From 79b3f4b6a7f9d24908bbde01d7891001cd55d5e2 Mon Sep 17 00:00:00 2001
From: Yagiz Nizipli <yagiz@nizipli.com>
Date: Fri, 20 Feb 2026 17:12:59 -0500
Subject: [PATCH 2/3] put textdecoder behind compat flag

---
 src/workerd/api/encoding.c++ | 12 ++++++++++--
 1 file changed, 10 insertions(+), 2 deletions(-)

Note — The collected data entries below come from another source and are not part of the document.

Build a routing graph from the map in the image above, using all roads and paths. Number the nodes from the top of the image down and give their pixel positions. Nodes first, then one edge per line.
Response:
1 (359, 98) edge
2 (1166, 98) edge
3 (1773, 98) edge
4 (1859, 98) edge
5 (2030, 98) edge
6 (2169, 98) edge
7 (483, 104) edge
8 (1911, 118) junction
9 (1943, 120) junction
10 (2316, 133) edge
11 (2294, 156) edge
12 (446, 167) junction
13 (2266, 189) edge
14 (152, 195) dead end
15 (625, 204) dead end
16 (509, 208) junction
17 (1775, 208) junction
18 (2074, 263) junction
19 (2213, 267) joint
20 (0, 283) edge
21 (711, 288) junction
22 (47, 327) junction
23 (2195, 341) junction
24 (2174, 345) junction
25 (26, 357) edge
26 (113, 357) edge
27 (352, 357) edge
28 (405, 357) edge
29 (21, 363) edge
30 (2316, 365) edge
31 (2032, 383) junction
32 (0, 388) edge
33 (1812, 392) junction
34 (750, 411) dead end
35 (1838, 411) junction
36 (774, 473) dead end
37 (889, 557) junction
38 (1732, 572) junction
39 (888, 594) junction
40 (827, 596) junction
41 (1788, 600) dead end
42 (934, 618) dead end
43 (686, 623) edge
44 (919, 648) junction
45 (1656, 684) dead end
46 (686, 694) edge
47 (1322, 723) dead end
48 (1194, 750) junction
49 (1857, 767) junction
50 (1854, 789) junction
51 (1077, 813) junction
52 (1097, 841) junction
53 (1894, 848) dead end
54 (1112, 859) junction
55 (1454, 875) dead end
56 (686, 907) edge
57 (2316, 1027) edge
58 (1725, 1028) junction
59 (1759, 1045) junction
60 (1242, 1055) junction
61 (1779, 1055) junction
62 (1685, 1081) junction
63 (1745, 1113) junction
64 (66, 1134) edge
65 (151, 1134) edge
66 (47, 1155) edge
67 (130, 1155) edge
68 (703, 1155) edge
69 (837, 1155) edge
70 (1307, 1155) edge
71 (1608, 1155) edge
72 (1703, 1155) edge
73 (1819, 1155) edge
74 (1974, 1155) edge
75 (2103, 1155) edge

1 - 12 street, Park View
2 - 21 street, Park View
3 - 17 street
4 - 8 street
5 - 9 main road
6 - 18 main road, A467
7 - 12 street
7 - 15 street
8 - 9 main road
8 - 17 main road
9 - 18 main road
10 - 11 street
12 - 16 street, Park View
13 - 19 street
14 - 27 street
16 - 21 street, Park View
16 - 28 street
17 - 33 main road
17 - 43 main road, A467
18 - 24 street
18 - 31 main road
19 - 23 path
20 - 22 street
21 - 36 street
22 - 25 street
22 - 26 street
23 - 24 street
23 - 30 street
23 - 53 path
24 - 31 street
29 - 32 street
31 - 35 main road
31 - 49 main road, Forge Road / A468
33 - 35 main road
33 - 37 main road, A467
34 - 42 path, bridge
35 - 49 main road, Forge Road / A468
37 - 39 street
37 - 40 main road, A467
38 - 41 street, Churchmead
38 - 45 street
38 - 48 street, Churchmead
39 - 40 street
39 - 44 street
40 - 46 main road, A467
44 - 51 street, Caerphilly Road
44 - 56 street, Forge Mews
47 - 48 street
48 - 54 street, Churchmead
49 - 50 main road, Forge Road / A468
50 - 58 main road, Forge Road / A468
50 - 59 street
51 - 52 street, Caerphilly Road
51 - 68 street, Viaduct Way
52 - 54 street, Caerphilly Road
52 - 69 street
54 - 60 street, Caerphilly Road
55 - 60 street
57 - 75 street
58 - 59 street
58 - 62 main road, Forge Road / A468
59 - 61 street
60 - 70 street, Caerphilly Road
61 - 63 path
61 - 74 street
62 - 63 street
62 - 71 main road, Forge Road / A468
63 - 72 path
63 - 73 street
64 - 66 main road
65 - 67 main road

diff --git a/src/workerd/api/encoding.c++ b/src/workerd/api/encoding.c++
index e4590818a66..6b5c84693e5 100644
--- a/src/workerd/api/encoding.c++
+++ b/src/workerd/api/encoding.c++
@@ -455,9 +455,17 @@ jsg::Ref<TextDecoder> TextDecoder::constructor(jsg::Lock& js,
     case Encoding::Gb18030:
     case Encoding::Gbk:
     case Encoding::Iso2022_Jp:
-    case Encoding::Shift_Jis:
-    case Encoding::Windows_1252:
+    case Encoding::Shift_Jis: {
+      // If the feature flag is disabled, we use the ICU decoder.
+      if (!FeatureFlags::get(js).getTextDecoderCjkDecoder()) {
+        break;
+      }
+
+      // We fallthrough to LegacyDecoder in order to avoid breaking changes.
+      [[fallthrough]];
+    }
     case Encoding::X_User_Defined:
+    case Encoding::Windows_1252:
       return js.alloc<TextDecoder>(LegacyDecoder(encoding, DecoderFatal(options.fatal)), options);
     default:
       break;

From 6460a2727a385933dc1a553509c63bb9967240e8 Mon Sep 17 00:00:00 2001
From: Yagiz Nizipli <yagiz@nizipli.com>
Date: Tue, 24 Feb 2026 12:54:20 -0500
Subject: [PATCH 3/3] improve code consistency

---
 src/rust/encoding/lib.rs               | 24 ++++++++++++++++++------
 src/workerd/api/encoding-legacy.c++    | 12 ++++++++++--
 src/workerd/api/encoding.c++           | 13 ++-----------
 src/workerd/api/tests/encoding-test.js | 18 ++++++++++--------
 4 files changed, 40 insertions(+), 27 deletions(-)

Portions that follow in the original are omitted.